Awards & Nominations

FIONA has received the following awards and nominations. Way to go!

Global Finalists Honorable Mentions

Towards preserving our science legacy: Building a topically-aware, searchable, and accessible system

High-Level Project Summary

The current state of the NTRS repository limits its usability, since the current filter-based system is only useful when the user knows exactly what he/she is looking for. To address this issue, we created an enhanced search engine that displays the topics in the collection before showing the relevant documents. Being able to compare the search results in terms of their topics allows the user to explore the results more efficiently and have a better understanding of them.

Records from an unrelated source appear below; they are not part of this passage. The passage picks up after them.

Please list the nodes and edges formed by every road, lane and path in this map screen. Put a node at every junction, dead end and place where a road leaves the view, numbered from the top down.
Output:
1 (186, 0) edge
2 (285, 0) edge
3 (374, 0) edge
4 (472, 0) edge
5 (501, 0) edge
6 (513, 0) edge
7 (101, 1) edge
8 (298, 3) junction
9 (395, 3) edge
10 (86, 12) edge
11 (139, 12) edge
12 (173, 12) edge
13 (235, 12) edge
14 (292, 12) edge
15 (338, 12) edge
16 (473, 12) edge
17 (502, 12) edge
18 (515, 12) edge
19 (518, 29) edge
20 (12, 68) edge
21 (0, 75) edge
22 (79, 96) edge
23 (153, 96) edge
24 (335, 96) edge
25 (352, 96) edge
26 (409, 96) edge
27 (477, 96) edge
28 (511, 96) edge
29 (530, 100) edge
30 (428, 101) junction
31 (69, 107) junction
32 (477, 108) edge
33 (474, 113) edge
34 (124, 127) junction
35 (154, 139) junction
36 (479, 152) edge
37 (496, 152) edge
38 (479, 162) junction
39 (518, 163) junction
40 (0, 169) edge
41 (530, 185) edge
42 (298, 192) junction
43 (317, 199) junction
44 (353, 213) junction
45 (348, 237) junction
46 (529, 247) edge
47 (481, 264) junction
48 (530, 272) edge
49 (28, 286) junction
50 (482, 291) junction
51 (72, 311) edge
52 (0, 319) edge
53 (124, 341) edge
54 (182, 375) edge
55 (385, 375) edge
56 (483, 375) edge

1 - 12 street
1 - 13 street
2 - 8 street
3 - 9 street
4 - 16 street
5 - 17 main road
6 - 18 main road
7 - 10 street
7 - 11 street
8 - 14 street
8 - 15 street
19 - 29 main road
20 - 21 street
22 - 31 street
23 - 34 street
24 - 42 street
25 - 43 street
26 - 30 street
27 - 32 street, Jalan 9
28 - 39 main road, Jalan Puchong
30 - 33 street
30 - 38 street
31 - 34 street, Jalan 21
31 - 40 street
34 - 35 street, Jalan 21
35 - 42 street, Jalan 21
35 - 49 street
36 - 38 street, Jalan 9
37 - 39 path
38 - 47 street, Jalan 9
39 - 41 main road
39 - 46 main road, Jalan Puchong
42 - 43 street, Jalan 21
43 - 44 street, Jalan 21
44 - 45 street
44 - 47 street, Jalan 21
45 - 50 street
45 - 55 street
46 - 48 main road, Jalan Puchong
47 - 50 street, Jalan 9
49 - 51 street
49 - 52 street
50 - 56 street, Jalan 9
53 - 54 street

In our system, users submit a query and then select the topics they are interested in, which are then used to guide the retrieval process, enhancing the results from a state-of-the-art search engine.

Link to Final Project

Detailed Project Description

Our web-based solution facilitates the exploration of the data stored in the NASA Technical Report Server (NTRS) by using a state-of-the-art search engine with extended capabilities for managing, displaying and interacting with topics. 

The entire NTRS database was indexed to be efficiently accessed by query-based interactions from the user [2], and we explored the use of topic modeling [6] for discovering topics on the corpus. Our solution combines these two tools to provide an enhanced search experience. By displaying the topics and allowing the user to filter using them, our solution allows the users to find documents that are more closely related to the topics of interest.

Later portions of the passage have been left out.